* [TASK ITEM]
Given the records below, pull every line with the word "edge" into the answer.

* [RECORDS PROVIDED]
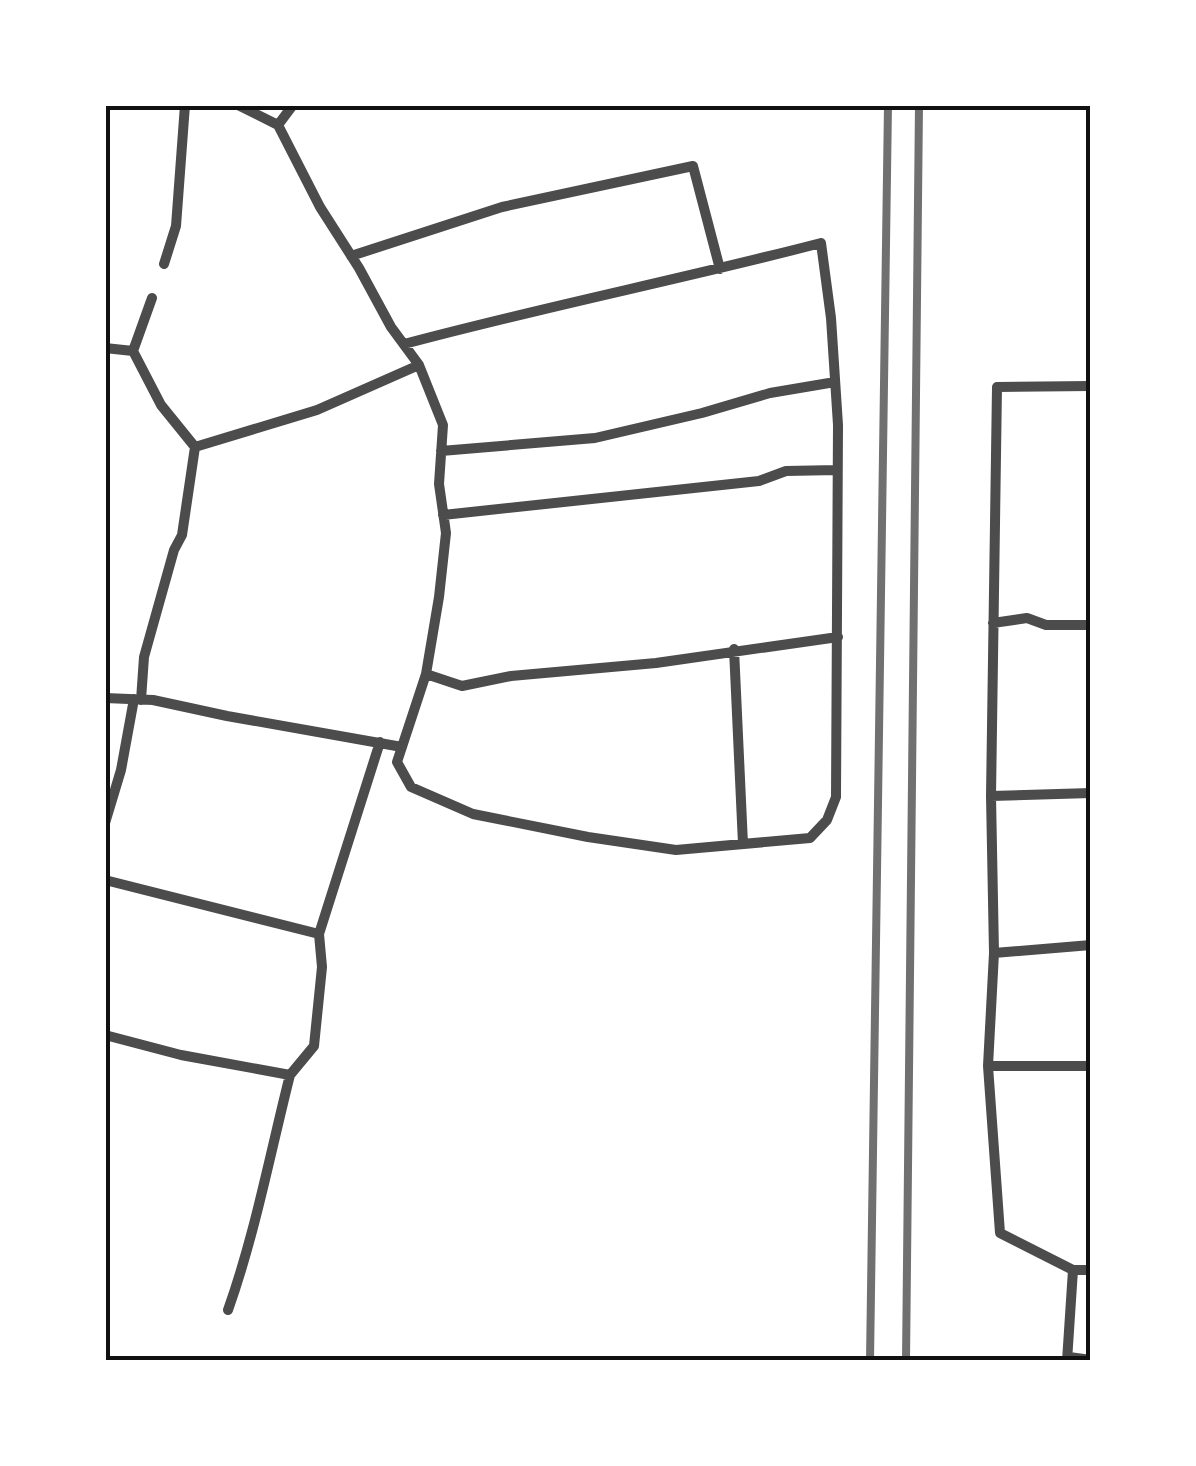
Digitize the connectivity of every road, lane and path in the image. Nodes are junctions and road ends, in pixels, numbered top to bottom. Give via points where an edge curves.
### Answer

--

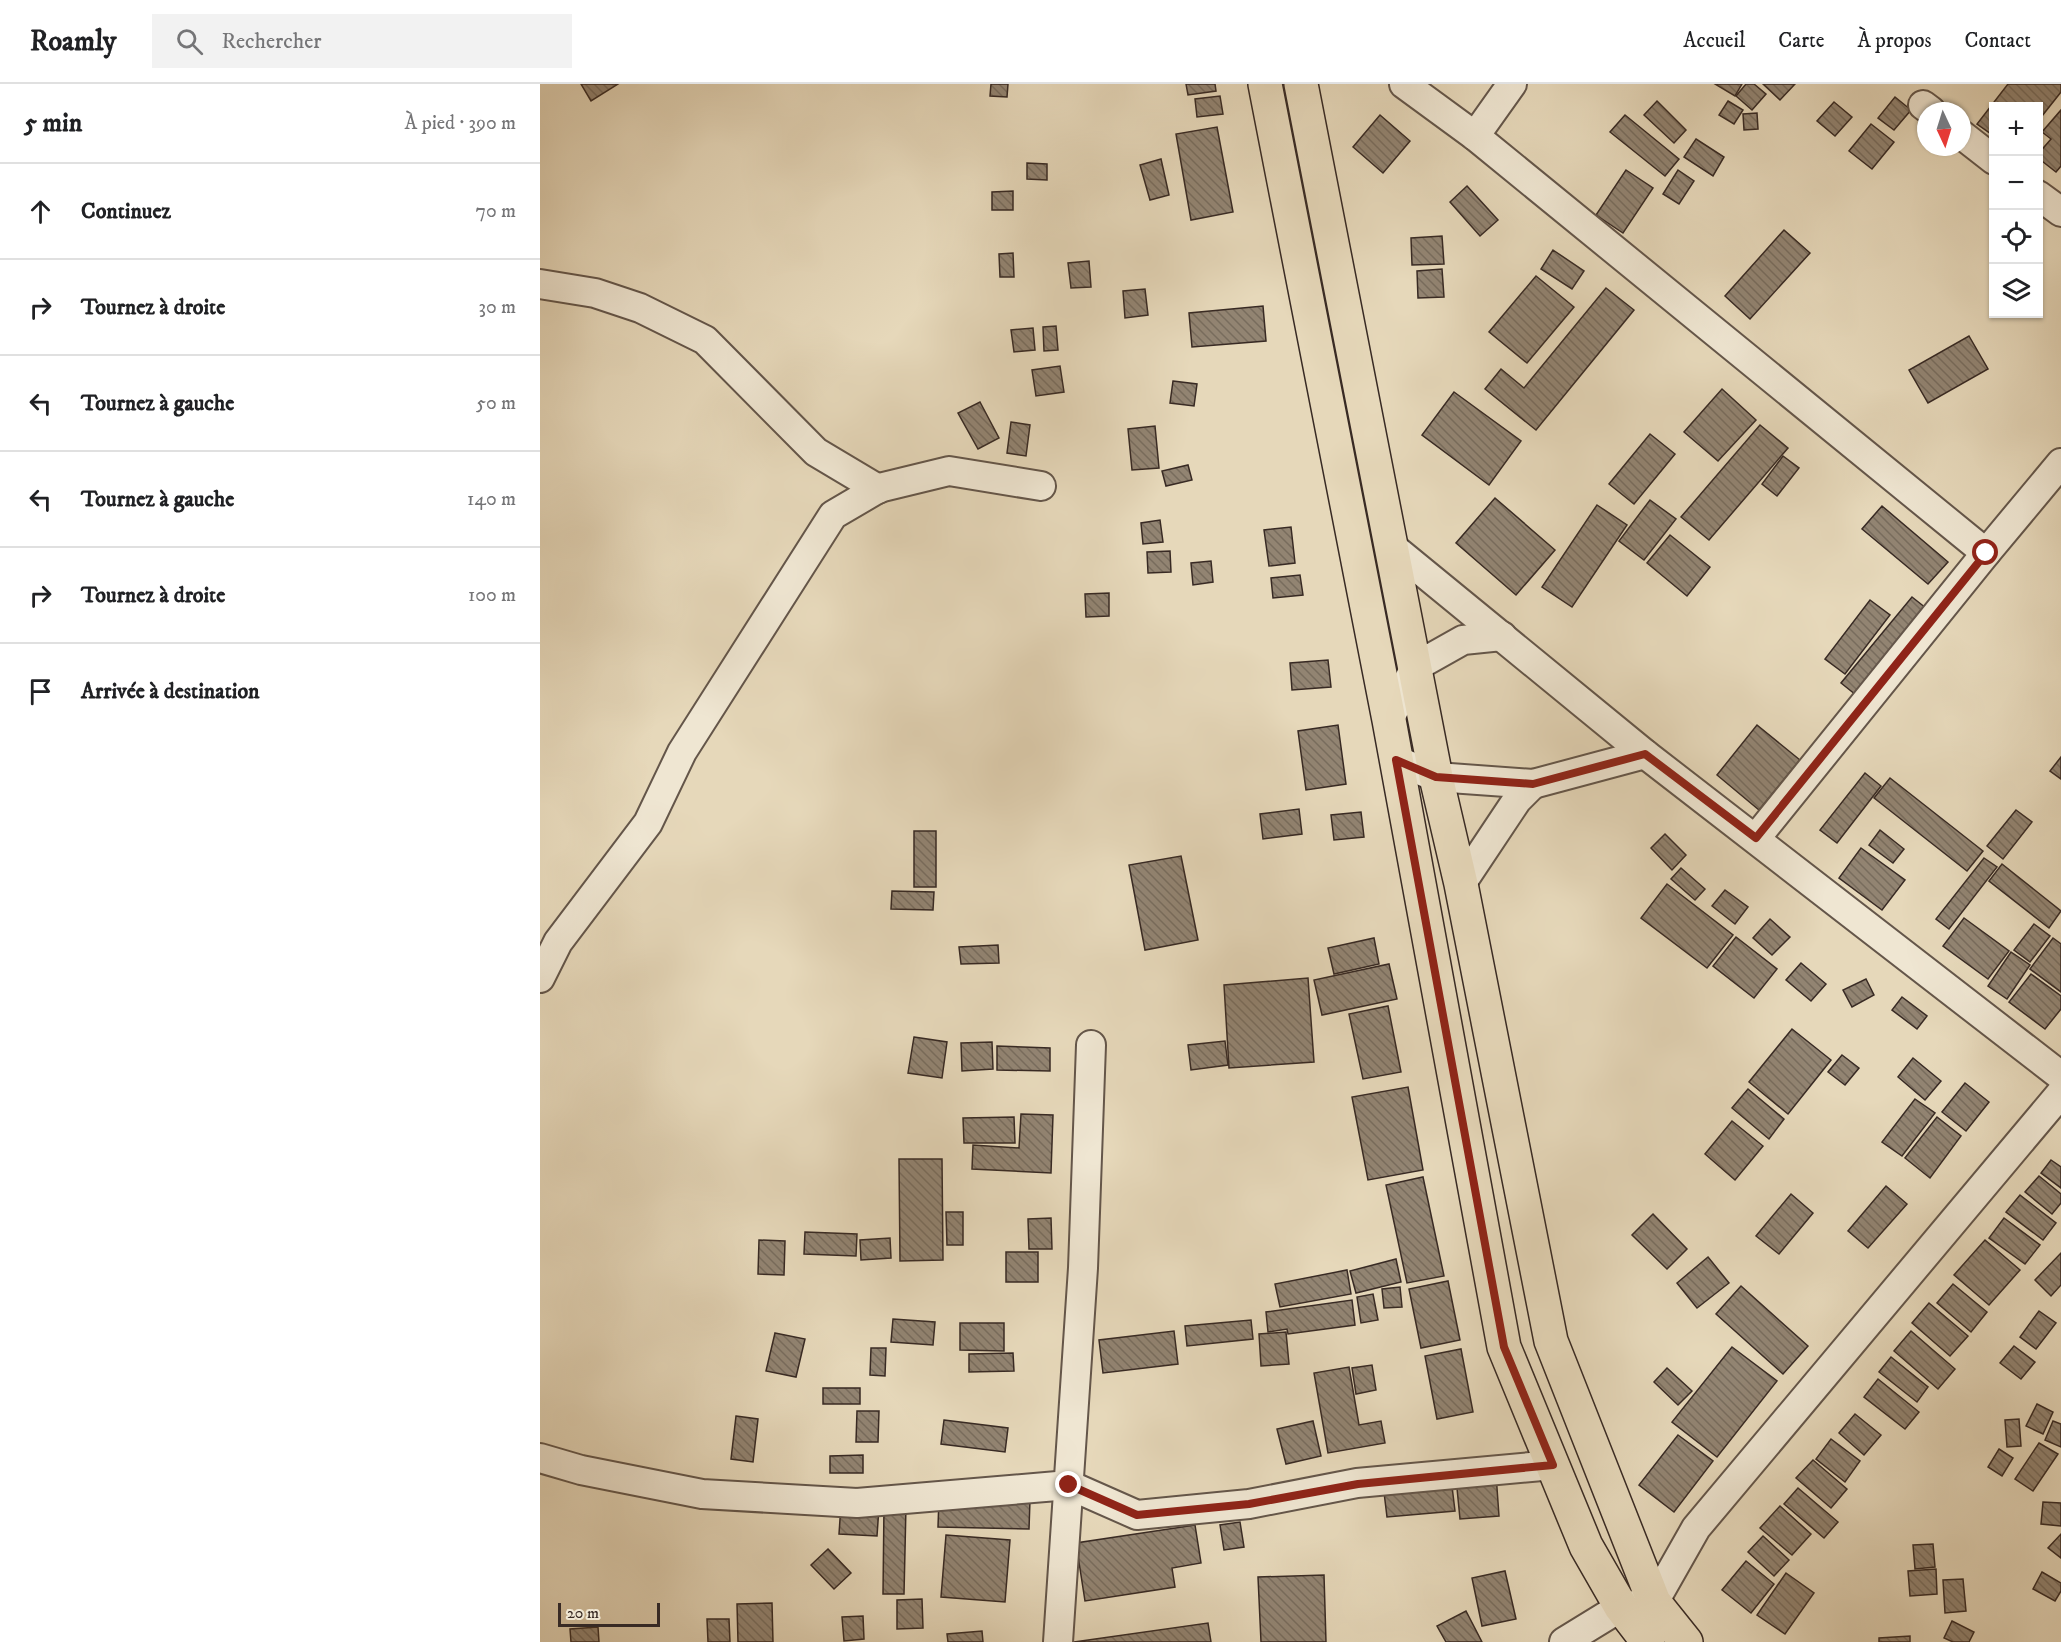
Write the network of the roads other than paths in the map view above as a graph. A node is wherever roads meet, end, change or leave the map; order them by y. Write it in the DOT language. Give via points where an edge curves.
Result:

* [ANSWER SECTION]
Digitize the connectivity of every road, lane and path in the image. Nodes are junctions and road ends, in pixels, numbered top to bottom. Give via points where an edge curves.
Write the network of the roads other than paths in the map view above as a graph. A node is wherever roads meet, end, change or leave the map; order them by y. Write it in the DOT language. Give via points where an edge curves.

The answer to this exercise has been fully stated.